A practical example: image deconvolution

Deconvolution shows how the DFT’s properties work in practice. The problem: recover a sharp image from a blurred one. This works because blurring is an LTI operation.

You can find the code here

The two-dimensional extension

The 2D DFT extends naturally. For an image $x[m, n]$ of size $M \times N$:

$$ X[k_1, k_2] = \sum_{m=0}^{M-1} \sum_{n=0}^{N-1} x[m, n] e^{-i 2\pi (k_1 m/M + k_2 n/N)} $$

This separates into 1D transforms along each axis.

Modeling the blur

When a camera moves during exposure, each point of light smears across multiple pixels. This is the point spread function, or blur kernel $h$. A stationary, focused camera has a delta function kernel. Motion creates a blur.

We use horizontal motion blur: a 15×15 matrix with ones along the middle row, normalized to sum to 1. This replaces each pixel with the average of its horizontal neighbors.

Sinusoid test

When we blur a 2D sinusoid image the output image has the same frequency, The kernel can’t change an eigenfunction’s frequency, only scale and shift it.

Simple deconvolution

Blurring is $Y[k_1, k_2] = H[k_1, k_2] \cdot X[k_1, k_2]$ in frequency domain. Deconvolution inverts: $X[k_1, k_2] = Y[k_1, k_2] / H[k_1, k_2]$. Add $\epsilon = 10^{-10}$ to avoid division by zero. For noise-free images, this perfectly reconstructs the original image.

The kernel’s FFT shows which frequencies get attenuated. Horizontal motion blur preserves vertical frequencies but suppresses horizontal frequencies. Deconvolution inverts this: divide by $H$ to restore suppressed frequencies.

The noise problem

Real images have noise. We will add Gaussian noise with $\sigma = 0.01$ after blurring. Now simple deconvolution fails. Where $|H[k_1, k_2]| \approx 0$, dividing amplifies noise massively. Small noise becomes huge artifacts.
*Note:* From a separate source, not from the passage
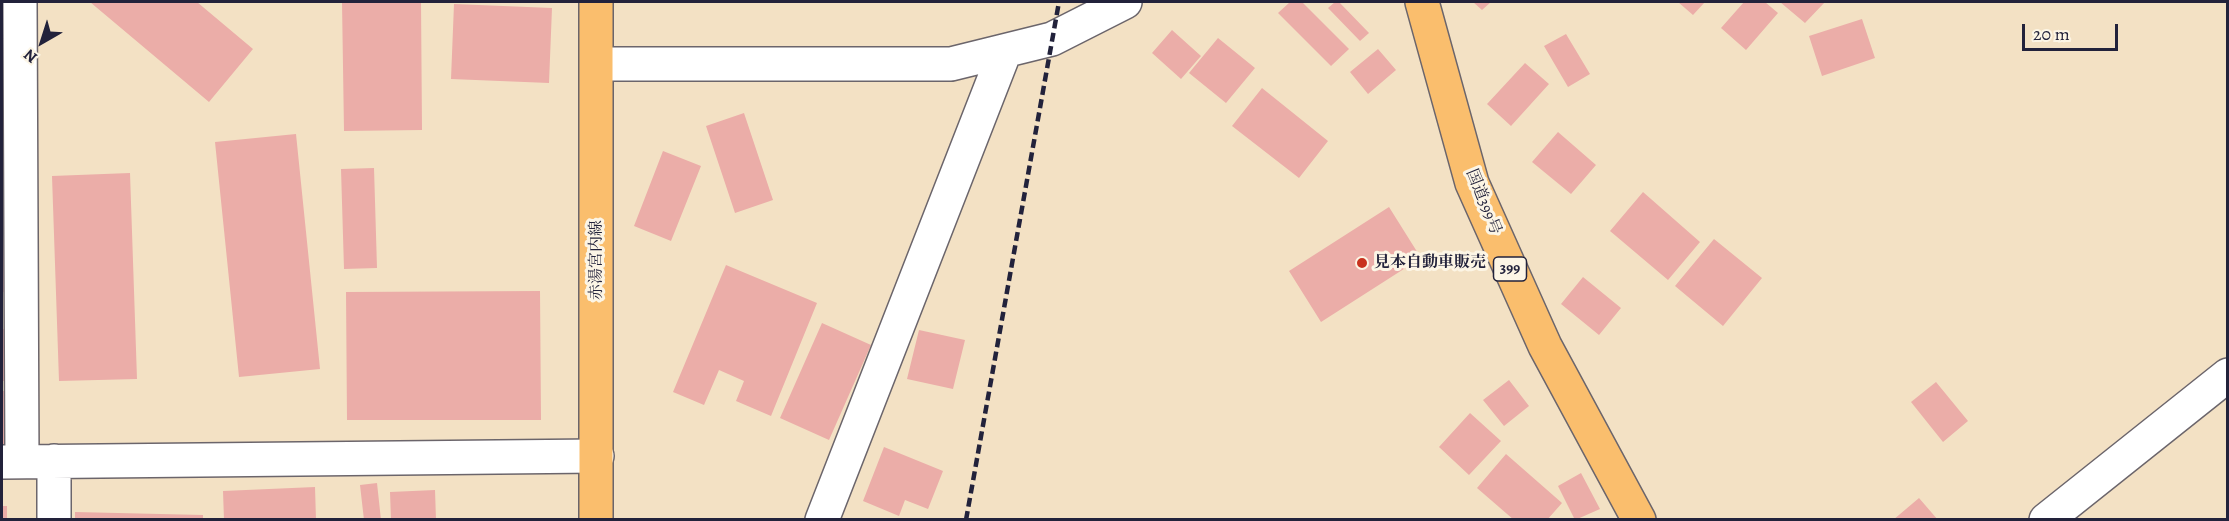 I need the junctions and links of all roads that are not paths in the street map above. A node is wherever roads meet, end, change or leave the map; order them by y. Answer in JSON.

Wiener filtering adds regularization:

$$ W[k_1, k_2] = \frac{H^*[k_1, k_2]}{|H[k_1, k_2]|^2 + K} $$

When $|H|^2 \gg K$: full inversion. When $|H|^2 \ll K$: suppress instead of amplify. The parameter $K$ trades detail for noise. At $K = 0.002$, we recover detail without catastrophic artifacts.

Conclusion

The Discrete Fourier Transform decomposes a signal into frequency components. For an input of $N$ samples, it produces $N$ frequency coefficients. Each coefficient tells you how much of a particular frequency is present in the signal.

The DFT can be understood as a change of basis. The signal is the same, but we’re expressing it in terms of complex exponentials instead of time-domain samples.

The key reason complex exponentials matter is that they’re eigenfunctions of LTI systems. This means convolution in the time domain becomes multiplication in the frequency domain, which is both conceptually simpler and computationally faster with the FFT algorithm.